この場のノリに合わせ「本当ですか~!? やった~!!」と言いながら笑顔で振る舞う。
「今度良かったら一緒に化粧品でも見に行くかい? 君にピッタリな物を選んであげるよ」
「え~? 本当ですか~?」
徐々にではあるが私と澤田先生の距離が縮まっていく。顔に掛かる吐息が少しお酒臭い。
テーブルの上にあるお酒の量を見れば大分飲んでるのが分かる。……それに、テーブルのあちこちにあるこのボトルって店で一番高いやつよね……。
(これ会計どのくらいいくのよ……想像つかないわね……)
「――ちょっとー! 私の方も構ってよーっ!」
私と澤田先生の距離を見て、私に取られると勘違いしたのか、同僚の一人があからさまに澤田先生の片腕に絡まる。軽いボディタッチではなく、自慢げに開けた胸元に澤田先生の片腕が収まっている。
「おいおい。そんなに引っ張るなよ。順番だ順番」
(うわー……)
この部屋には澤田先生一人に対して大勢の女がいる。
私は近くにいる同僚に目配せし、席を変わってもらう。そしてふぅ、と一息。
(こんな姿……学校の女が知ったらさぞ幻滅するんでしょうね)
皆が大好きな澤田先生。いつもにこやかで爽やか、誰にでも優しくまさに理想の男性。少女漫画の世界から飛び出してきたような人。
そんな人が今、両手に華どころか身体中に大量の華を引っ提げてお酒を飲んでいる。
……まぁ、裏がない人間なんていないか。
私個人的に言えば、こんな男は嫌だけど。
(……私も色々とクズだったわ。

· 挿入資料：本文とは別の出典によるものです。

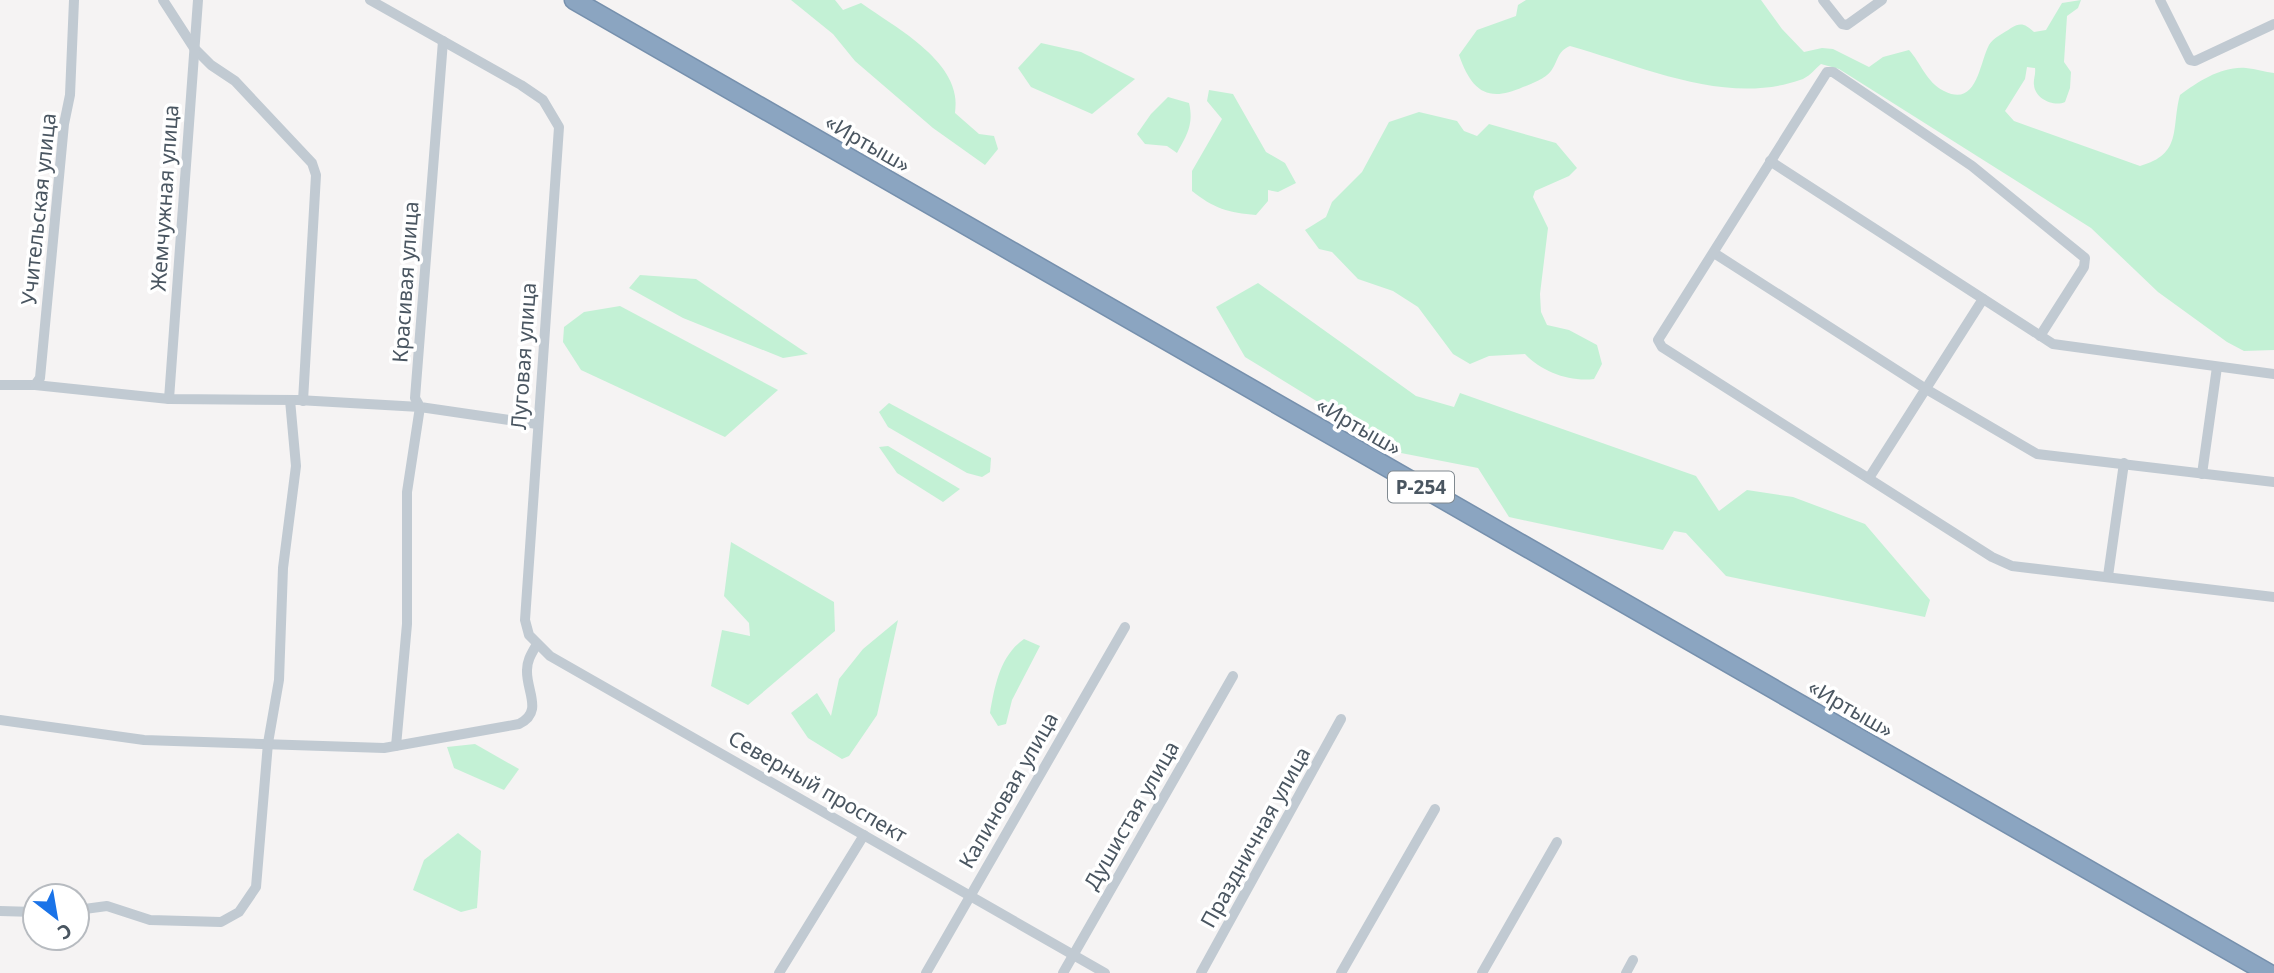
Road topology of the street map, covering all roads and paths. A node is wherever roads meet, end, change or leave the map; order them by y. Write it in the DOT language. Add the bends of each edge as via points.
graph roads {
  1 [pos="74,0"];
  2 [pos="163,0"];
  3 [pos="198,0"];
  4 [pos="370,0"];
  5 [pos="574,0"];
  6 [pos="1823,0"];
  7 [pos="1882,0"];
  8 [pos="2160,0"];
  9 [pos="2274,24"];
  10 [pos="443,41"];
  11 [pos="194,48"];
  12 [pos="1770,161"];
  13 [pos="1714,253"];
  14 [pos="1983,299"];
  15 [pos="2040,336"];
  16 [pos="2217,367"];
  17 [pos="2274,374"];
  18 [pos="0,385"];
  19 [pos="35,385"];
  20 [pos="1926,389"];
  21 [pos="169,399"];
  22 [pos="290,400"];
  23 [pos="303,401"];
  24 [pos="420,407"];
  25 [pos="537,424"];
  26 [pos="2124,463"];
  27 [pos="2202,474"];
  28 [pos="1869,478"];
  29 [pos="2274,482"];
  30 [pos="2108,576"];
  31 [pos="2274,597"];
  32 [pos="525,620"];
  33 [pos="1125,627"];
  34 [pos="537,644"];
  35 [pos="1233,676"];
  36 [pos="1342,719"];
  37 [pos="0,720"];
  38 [pos="268,743"];
  39 [pos="396,746"];
  40 [pos="1435,808"];
  41 [pos="864,835"];
  42 [pos="1557,842"];
  43 [pos="970,895"];
  44 [pos="91,908"];
  45 [pos="0,911"];
  46 [pos="21,912"];
  47 [pos="1073,954"];
  48 [pos="1633,960"];
  49 [pos="779,973"];
  50 [pos="926,973"];
  51 [pos="1063,973"];
  52 [pos="1105,973"];
  53 [pos="1201,973"];
  54 [pos="1341,973"];
  55 [pos="1482,973"];
  56 [pos="1626,973"];
  57 [pos="2268,973"];
  1 -- 19 [label="street, Учительская улица" via="70,95 40,378"];
  2 -- 11 [label="street"];
  3 -- 11 [label="street, Жемчужная улица"];
  4 -- 10 [label="street"];
  5 -- 57 [label="highway, «Иртыш» / Р-254"];
  6 -- 7 [label="street" via="1847,25"];
  8 -- 9 [label="street" via="2190,60"];
  10 -- 24 [label="street, Красивая улица" via="415,398"];
  10 -- 25 [label="street, Луговая улица" via="543,100 559,127"];
  11 -- 21 [label="street, Жемчужная улица"];
  11 -- 23 [label="street" via="235,81 312,163 316,175"];
  12 -- 13 [label="street"];
  12 -- 14 [label="street"];
  12 -- 15 [label="street" via="1822,76 1833,72 1972,166 2085,258 2084,267"];
  13 -- 20 [label="street"];
  13 -- 28 [label="street" via="1658,340 1662,347"];
  14 -- 15 [label="street"];
  14 -- 20 [label="street"];
  15 -- 16 [label="street" via="2063,347"];
  16 -- 17 [label="street"];
  16 -- 27 [label="street"];
  18 -- 19 [label="street"];
  19 -- 21 [label="street"];
  20 -- 26 [label="street" via="2037,454"];
  20 -- 28 [label="street"];
  21 -- 22 [label="street"];
  22 -- 23 [label="street"];
  22 -- 38 [label="street" via="296,466 283,568 279,680"];
  23 -- 24 [label="street"];
  24 -- 25 [label="street"];
  24 -- 39 [label="street, Красивая улица" via="407,492 407,624"];
  25 -- 32 [label="street, Луговая улица"];
  26 -- 27 [label="street"];
  26 -- 30 [label="street"];
  27 -- 29 [label="street"];
  28 -- 30 [label="street" via="2012,566"];
  30 -- 31 [label="street"];
  32 -- 34 [label="street, Северный проспект"];
  33 -- 43 [label="street, Калиновая улица"];
  34 -- 39 [label="street" via="526,673 533,709 527,720"];
  34 -- 41 [label="street, Северный проспект"];
  35 -- 47 [label="street, Душистая улица"];
  36 -- 53 [label="street, Праздничная улица"];
  37 -- 38 [label="street" via="144,740"];
  38 -- 39 [label="street"];
  38 -- 44 [label="street" via="256,887 239,912 221,922 197,923 150,920 107,906"];
  40 -- 54 [label="street"];
  41 -- 43 [label="street, Северный проспект"];
  41 -- 49 [label="street"];
  42 -- 55 [label="street"];
  43 -- 47 [label="street, Северный проспект"];
  43 -- 50 [label="street, Калиновая улица"];
  45 -- 46 [label="street"];
  47 -- 51 [label="street, Душистая улица"];
  47 -- 52 [label="street, Северный проспект"];
  48 -- 56 [label="street"];
}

そーいや)
◆
「……っと」
店での勤務が終わり帰ろうとしたその時、私の目にある光景が飛び込んでくる。
(うわー……がっつりやっちゃってんじゃん)
私の目に飛び込んできたのは、澤田先生の隣でずっと甘えるような声を出していた私の同僚と澤田先生が、唇を合わせている所だった。

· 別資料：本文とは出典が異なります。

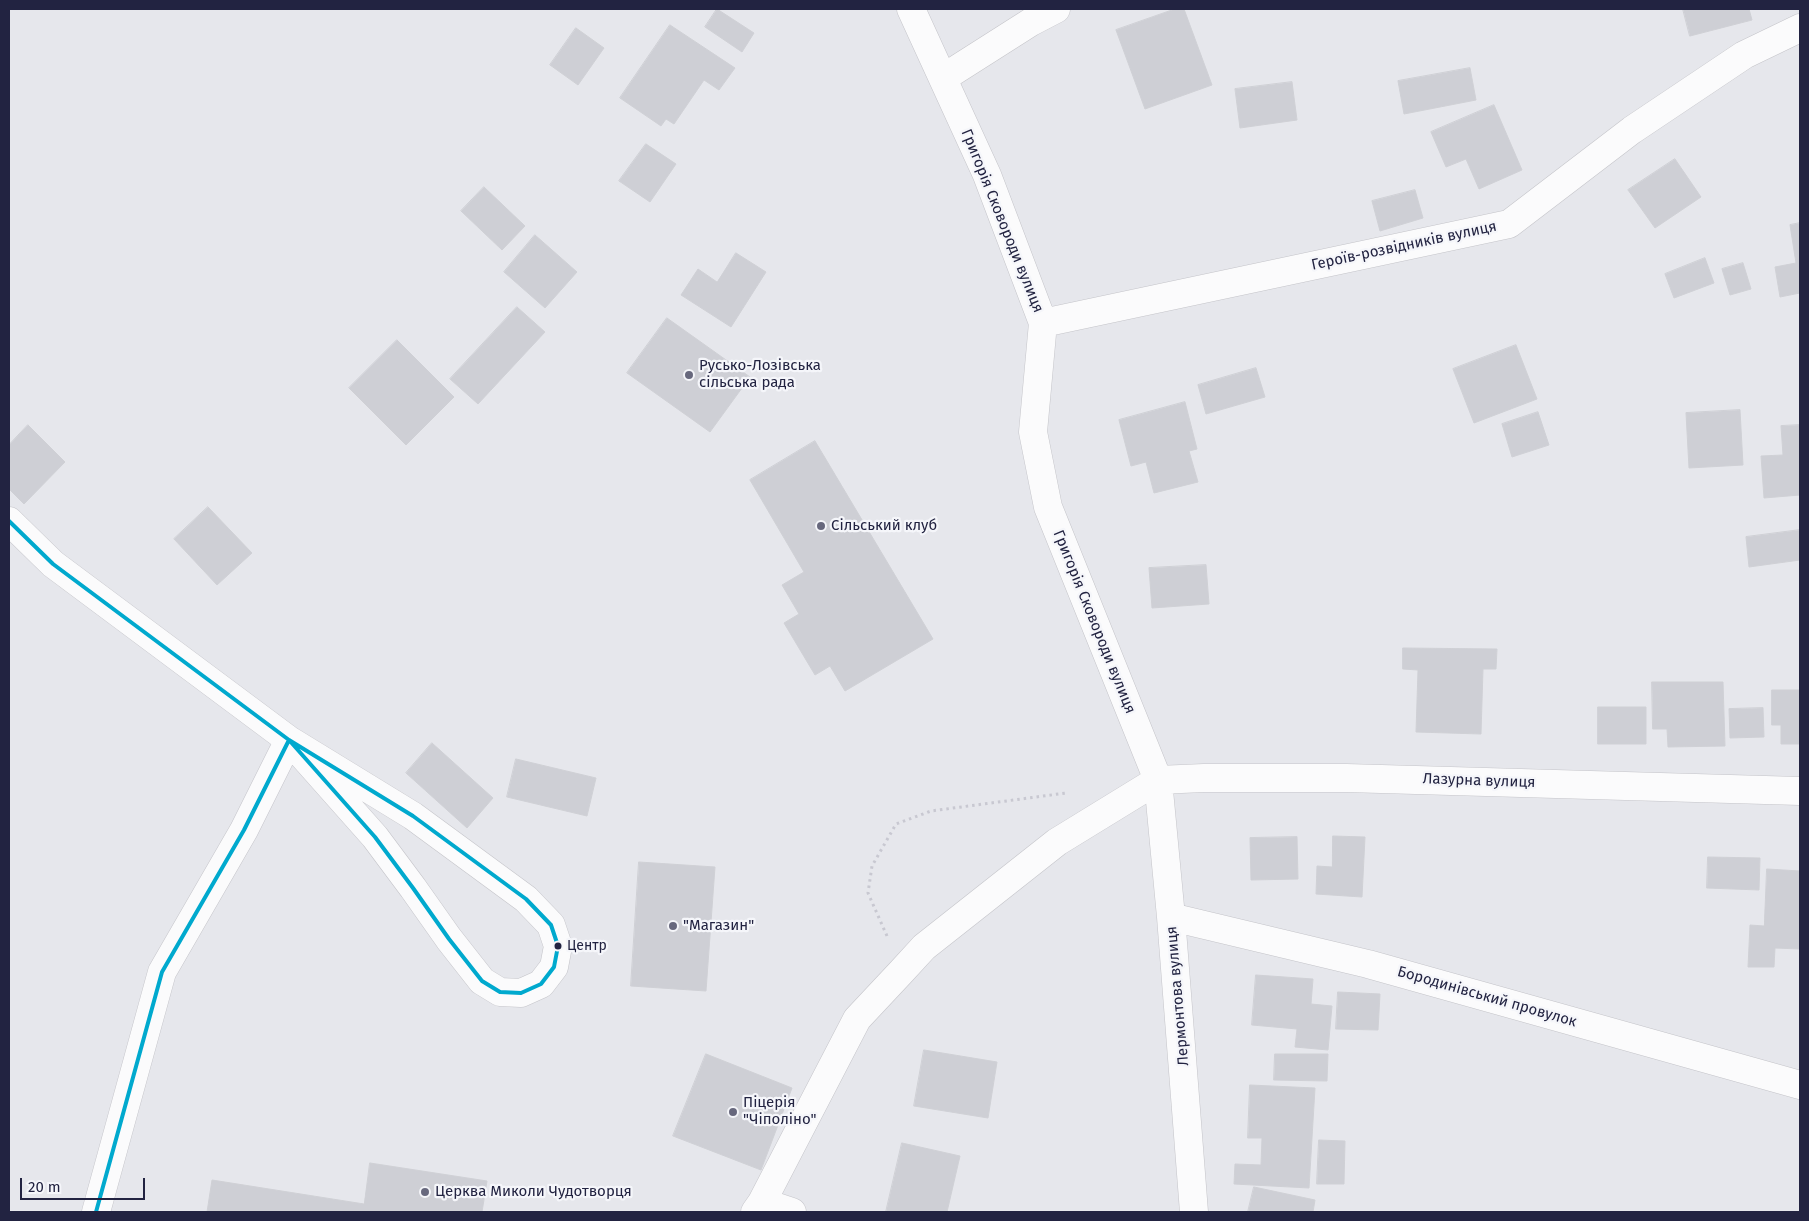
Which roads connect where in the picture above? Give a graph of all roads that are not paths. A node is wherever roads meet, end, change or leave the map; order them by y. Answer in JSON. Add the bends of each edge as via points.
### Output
{"nodes":[{"id":1,"x":911,"y":9,"type":"edge"},
{"id":2,"x":1056,"y":9,"type":"edge"},
{"id":3,"x":1800,"y":28,"type":"edge"},
{"id":4,"x":943,"y":78,"type":"junction"},
{"id":5,"x":1043,"y":323,"type":"junction"},
{"id":6,"x":9,"y":522,"type":"edge"},
{"id":7,"x":289,"y":740,"type":"junction"},
{"id":8,"x":1158,"y":780,"type":"junction"},
{"id":9,"x":1800,"y":791,"type":"edge"},
{"id":10,"x":1171,"y":917,"type":"junction"},
{"id":11,"x":1800,"y":1084,"type":"edge"},
{"id":12,"x":759,"y":1207,"type":"edge"},
{"id":13,"x":96,"y":1212,"type":"edge"},
{"id":14,"x":792,"y":1212,"type":"edge"},
{"id":15,"x":1194,"y":1212,"type":"edge"}],
"edges":[{"from":1,"to":4,"type":"street","name":"Григорія Сковороди вулиця"},
{"from":2,"to":4,"type":"street"},
{"from":3,"to":5,"type":"street","name":"Героїв-розвідників вулиця","via":[[1744,55],[1632,130],[1509,224]]},
{"from":4,"to":5,"type":"street","name":"Григорія Сковороди вулиця","via":[[987,175]]},
{"from":5,"to":8,"type":"street","name":"Григорія Сковороди вулиця","via":[[1033,432],[1048,506]]},
{"from":6,"to":7,"type":"street","via":[[53,564]]},
{"from":7,"to":7,"type":"street","via":[[413,816],[526,899],[551,925],[558,946],[554,967],[541,984],[522,993],[500,992],[482,981],[374,837]]},
{"from":7,"to":13,"type":"street","via":[[244,830],[162,972]]},
{"from":8,"to":9,"type":"street","name":"Лазурна вулиця","via":[[1346,778]]},
{"from":8,"to":10,"type":"street","name":"Лермонтова вулиця"},
{"from":8,"to":12,"type":"street","via":[[1057,842],[924,947],[858,1019]]},
{"from":10,"to":11,"type":"street","name":"Бородинівський провулок","via":[[1368,964]]},
{"from":10,"to":15,"type":"street","name":"Лермонтова вулиця"},
{"from":12,"to":14,"type":"street"}]}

二人は澤田先生のであろう車を背に、長い間唇を重ね合わせている。あれは確実にフレンチではなくディープね。
……何考えてんの、私。馬鹿みたい。
(全く……何でこんな出入り口の近くで盛ってんのよ。帰りにくいじゃない)
物陰に隠れながら毒づく。何で仕事終わりに自分の高校の教師がキスしてる所を見ないといけないのかしら……。
「――ねぇ。今日は私メインでしてくれるんでしょ?」
「そうだね。それは君の頑張りしだいさ」
(は? 何の話してんのよ)
その時、従業員出入り口の向こう側から話し声が聞こえてくる。
(――ッ! やば!)
私は咄嗟に身を隠す。ここなら従業員出入り口からも、澤田先生からも見られない。
すると、従業員出入り口から数人の同僚が喋りながら出てくる。……あの人らはどういった反応するのだろう。
やっぱり無視する――
「やっと来たね。待ちくたびれたよ」
え?
「ごめんねー? あのくそ豚店長に捕まっちゃってさ」
「こらこら。自分達の雇い主をそんなにディスるんじゃないよ。まぁ、見た目がみすぼらしいのは同意だけど」
今出てきた数人の同僚は、抱き合うように女と体を密着させている澤田先生の姿を目撃している。
なのに、何故そんな風に自然にいられる?
普通、そんな自然に接せられないと思うんだけど……。
「だよねー。……くそ豚店長の事はいいからさ、早く行こうよ」
行く?
どこかに移動するの?
「そうだね。じゃあ行こうか」
「遅れた分はしっかりサービスするからさー。満足させてよね?」
「そんな事言ってこの四人の中で一番早く潰れちゃうじゃないか」
そんな会話をしながら、四人の同僚を乗せた澤田先生の車は走り去っていく。
確かこの方向にあるのは――ホテル街だ。
(……凄い所見ちゃったわね)
妙に鼓動が早い。ついていく女も女だが、あそこまでクズだったとは……。
しかも会話の内容からして、一回や二回ヤッただけではないだろう。別に周りの女子みたいにあの人のファンではないから、プライベートがどうだろうが、どうでもいいのだが……。
「やっぱり男って最低ね」
あんな王子様みたいな奴でも、裏ではこうだ。
男なんてしょうもない。
――自分を犠牲にしてまで他人を救えるような、そんな人間なんている筈がない。どいつもこいつもクズなんだ。
私の持論が持つ信憑性が深まった瞬間だった。